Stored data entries
Start of Block

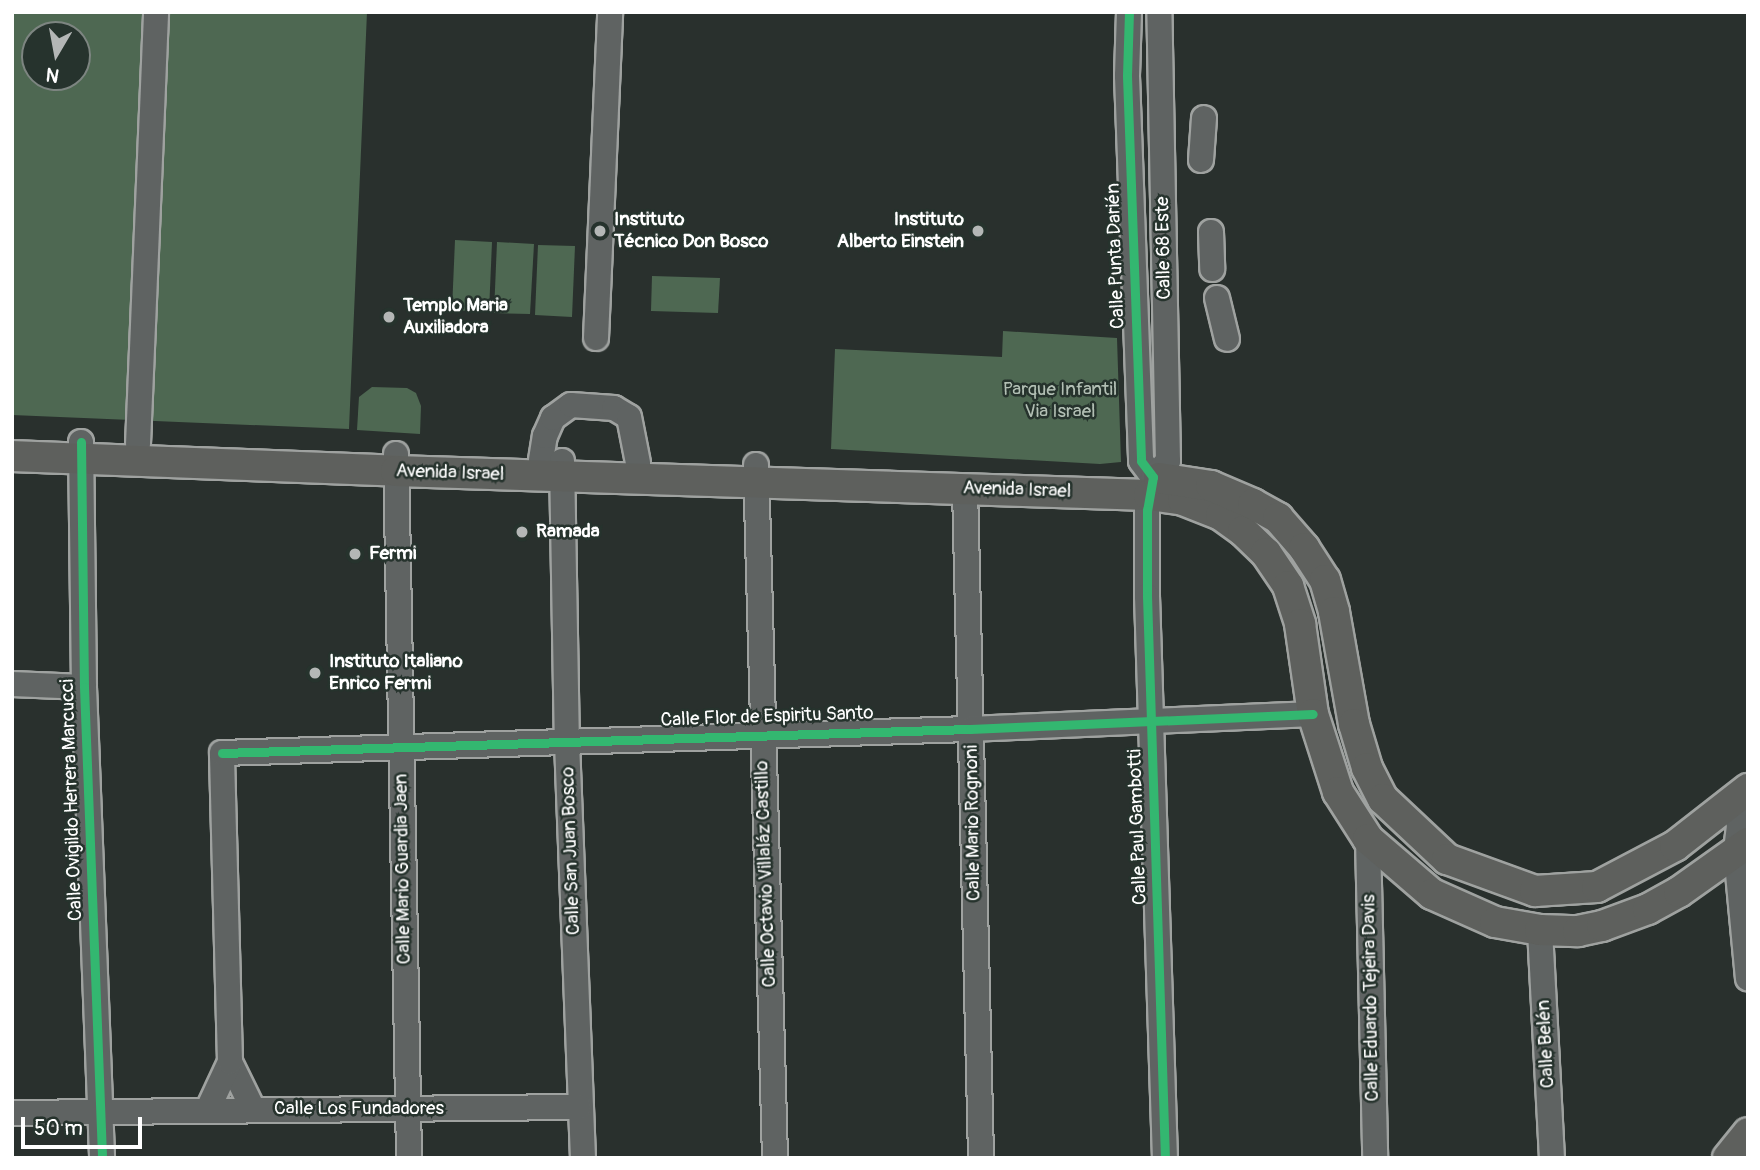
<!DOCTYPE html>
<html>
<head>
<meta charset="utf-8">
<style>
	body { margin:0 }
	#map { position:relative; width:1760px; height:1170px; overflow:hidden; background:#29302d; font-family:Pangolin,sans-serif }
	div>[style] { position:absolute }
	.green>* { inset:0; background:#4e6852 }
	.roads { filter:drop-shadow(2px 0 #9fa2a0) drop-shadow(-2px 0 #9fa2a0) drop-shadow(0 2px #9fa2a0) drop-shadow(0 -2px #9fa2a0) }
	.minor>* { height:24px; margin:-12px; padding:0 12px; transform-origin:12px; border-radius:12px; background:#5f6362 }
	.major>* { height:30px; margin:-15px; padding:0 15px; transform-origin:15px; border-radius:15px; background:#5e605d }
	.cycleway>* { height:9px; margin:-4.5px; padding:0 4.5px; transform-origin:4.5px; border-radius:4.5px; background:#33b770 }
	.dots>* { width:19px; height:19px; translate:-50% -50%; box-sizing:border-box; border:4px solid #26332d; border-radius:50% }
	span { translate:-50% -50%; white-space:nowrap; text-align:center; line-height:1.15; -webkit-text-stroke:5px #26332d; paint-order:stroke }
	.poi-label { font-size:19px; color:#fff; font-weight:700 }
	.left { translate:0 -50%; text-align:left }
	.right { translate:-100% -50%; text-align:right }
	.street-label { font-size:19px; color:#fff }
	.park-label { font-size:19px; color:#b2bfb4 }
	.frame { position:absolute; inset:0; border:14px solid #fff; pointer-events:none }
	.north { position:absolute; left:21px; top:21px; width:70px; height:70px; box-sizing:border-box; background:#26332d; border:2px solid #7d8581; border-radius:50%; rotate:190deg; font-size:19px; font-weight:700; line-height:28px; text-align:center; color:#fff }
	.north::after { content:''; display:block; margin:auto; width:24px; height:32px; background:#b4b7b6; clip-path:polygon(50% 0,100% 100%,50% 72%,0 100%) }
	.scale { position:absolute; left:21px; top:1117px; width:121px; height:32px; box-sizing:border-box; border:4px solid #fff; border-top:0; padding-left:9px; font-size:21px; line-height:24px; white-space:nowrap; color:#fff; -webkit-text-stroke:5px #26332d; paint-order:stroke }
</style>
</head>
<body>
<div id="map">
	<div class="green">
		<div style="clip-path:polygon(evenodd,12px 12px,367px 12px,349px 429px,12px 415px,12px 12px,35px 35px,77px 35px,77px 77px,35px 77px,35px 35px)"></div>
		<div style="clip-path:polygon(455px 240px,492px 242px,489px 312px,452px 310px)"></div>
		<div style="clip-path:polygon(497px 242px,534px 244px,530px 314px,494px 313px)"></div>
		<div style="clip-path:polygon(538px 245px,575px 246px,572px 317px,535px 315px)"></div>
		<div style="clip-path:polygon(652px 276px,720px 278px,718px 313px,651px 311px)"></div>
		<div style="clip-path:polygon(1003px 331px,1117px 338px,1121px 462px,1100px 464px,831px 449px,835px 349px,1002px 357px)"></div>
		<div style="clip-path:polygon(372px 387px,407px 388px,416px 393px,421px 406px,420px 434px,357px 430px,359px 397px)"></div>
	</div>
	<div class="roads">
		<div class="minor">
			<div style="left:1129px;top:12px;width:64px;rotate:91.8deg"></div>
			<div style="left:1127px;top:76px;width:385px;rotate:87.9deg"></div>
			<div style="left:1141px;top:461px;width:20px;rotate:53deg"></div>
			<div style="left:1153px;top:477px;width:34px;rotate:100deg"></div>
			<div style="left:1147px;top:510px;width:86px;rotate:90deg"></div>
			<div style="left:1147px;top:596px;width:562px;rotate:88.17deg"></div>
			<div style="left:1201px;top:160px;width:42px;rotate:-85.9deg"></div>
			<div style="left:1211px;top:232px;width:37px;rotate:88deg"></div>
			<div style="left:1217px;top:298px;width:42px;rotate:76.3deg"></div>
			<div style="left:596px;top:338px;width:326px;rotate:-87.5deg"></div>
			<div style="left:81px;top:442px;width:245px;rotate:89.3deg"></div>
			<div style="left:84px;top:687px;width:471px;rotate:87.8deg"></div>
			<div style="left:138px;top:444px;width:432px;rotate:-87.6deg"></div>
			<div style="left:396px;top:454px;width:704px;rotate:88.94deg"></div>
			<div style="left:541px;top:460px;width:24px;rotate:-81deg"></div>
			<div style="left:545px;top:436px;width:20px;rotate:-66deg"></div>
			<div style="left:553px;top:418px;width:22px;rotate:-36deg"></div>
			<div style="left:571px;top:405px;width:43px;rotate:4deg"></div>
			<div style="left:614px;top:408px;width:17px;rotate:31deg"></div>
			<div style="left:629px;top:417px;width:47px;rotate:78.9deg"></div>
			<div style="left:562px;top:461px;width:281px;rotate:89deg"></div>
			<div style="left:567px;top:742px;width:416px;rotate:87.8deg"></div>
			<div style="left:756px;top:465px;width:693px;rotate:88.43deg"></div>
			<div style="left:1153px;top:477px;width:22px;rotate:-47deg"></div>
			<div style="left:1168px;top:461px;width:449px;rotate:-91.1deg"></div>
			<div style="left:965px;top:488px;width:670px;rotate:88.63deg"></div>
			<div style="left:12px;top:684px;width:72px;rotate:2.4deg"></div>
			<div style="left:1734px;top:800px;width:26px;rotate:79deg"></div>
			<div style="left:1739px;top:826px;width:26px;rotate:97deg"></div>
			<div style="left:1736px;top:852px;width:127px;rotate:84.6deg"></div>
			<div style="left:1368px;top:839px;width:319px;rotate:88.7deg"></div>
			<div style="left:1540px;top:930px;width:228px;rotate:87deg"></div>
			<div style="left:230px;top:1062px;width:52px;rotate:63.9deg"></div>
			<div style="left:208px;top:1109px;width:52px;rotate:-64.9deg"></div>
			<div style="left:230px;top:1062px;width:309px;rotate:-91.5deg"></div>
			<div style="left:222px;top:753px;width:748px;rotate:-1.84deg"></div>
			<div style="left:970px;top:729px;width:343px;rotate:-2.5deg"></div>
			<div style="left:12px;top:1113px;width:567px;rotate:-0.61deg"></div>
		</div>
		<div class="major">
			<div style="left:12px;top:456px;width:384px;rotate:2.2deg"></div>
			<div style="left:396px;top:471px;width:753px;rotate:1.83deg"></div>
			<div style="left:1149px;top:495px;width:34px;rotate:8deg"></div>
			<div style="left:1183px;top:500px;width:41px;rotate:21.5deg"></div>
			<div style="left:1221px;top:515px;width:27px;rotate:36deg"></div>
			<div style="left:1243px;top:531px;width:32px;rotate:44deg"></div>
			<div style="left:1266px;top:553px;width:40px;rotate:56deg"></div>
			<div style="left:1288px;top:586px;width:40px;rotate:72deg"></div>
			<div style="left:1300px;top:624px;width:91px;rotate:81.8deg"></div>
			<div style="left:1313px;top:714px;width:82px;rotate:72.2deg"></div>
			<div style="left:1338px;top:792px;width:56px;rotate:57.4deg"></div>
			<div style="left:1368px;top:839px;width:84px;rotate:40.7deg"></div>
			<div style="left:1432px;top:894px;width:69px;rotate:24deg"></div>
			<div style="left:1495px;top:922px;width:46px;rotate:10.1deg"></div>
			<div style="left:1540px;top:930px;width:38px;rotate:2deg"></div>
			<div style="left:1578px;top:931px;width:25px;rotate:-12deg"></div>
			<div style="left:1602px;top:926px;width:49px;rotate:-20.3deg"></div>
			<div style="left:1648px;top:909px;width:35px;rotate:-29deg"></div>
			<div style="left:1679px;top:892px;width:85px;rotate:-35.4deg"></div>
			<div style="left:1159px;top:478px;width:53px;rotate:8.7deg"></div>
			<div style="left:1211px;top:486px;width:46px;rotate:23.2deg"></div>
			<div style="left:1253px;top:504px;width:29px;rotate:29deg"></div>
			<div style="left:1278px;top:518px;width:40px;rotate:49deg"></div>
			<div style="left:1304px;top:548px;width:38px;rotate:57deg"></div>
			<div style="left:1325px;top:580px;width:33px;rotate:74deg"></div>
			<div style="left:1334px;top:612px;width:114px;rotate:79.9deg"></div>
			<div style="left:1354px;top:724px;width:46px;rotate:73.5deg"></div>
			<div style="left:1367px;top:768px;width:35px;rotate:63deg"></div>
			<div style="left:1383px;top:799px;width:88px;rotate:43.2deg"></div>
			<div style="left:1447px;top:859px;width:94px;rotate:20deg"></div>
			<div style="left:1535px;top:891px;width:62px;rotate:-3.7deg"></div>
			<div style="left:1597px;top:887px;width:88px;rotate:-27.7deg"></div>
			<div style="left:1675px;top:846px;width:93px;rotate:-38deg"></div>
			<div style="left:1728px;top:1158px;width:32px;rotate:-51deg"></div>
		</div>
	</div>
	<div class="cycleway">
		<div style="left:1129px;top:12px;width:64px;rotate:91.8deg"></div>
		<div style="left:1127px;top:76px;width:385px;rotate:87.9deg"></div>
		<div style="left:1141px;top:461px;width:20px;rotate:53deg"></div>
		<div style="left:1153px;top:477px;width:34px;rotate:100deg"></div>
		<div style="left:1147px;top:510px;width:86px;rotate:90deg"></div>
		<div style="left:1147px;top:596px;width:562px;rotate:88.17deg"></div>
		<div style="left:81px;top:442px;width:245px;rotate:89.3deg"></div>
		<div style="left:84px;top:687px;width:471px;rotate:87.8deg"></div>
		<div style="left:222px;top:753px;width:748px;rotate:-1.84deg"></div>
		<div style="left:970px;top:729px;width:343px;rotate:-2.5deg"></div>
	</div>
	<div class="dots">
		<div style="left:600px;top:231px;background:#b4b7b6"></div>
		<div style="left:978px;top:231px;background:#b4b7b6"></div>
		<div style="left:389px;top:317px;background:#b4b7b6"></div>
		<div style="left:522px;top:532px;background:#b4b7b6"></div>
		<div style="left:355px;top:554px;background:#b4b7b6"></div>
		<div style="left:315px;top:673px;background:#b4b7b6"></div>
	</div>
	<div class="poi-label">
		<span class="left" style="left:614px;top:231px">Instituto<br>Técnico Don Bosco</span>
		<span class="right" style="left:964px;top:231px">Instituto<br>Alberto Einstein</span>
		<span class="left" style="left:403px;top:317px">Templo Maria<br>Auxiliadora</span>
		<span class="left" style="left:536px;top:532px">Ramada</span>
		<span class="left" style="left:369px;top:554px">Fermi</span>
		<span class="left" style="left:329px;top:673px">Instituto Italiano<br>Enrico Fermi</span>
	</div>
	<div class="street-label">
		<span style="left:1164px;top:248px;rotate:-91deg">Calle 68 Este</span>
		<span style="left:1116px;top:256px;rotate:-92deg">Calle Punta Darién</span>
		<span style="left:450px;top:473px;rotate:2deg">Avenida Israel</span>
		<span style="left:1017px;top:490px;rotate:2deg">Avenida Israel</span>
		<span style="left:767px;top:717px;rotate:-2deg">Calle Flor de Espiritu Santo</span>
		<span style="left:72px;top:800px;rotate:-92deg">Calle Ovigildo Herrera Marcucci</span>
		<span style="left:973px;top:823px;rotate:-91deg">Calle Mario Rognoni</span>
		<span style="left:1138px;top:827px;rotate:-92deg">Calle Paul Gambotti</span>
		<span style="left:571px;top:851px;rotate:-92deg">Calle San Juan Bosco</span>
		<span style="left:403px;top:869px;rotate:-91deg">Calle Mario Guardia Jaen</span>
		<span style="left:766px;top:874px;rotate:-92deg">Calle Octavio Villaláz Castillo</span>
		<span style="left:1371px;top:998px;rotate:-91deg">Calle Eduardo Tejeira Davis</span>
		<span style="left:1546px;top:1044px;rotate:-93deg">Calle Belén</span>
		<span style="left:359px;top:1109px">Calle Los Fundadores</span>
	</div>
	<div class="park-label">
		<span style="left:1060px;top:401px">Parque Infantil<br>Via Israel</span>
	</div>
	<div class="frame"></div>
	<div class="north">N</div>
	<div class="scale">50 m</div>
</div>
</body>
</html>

End of Block

- [TASK TO COMPLETE] Going through the data above, state how many lines include the word "scale"; only that number is needed.

- [EXERCISE OUTPUT] 2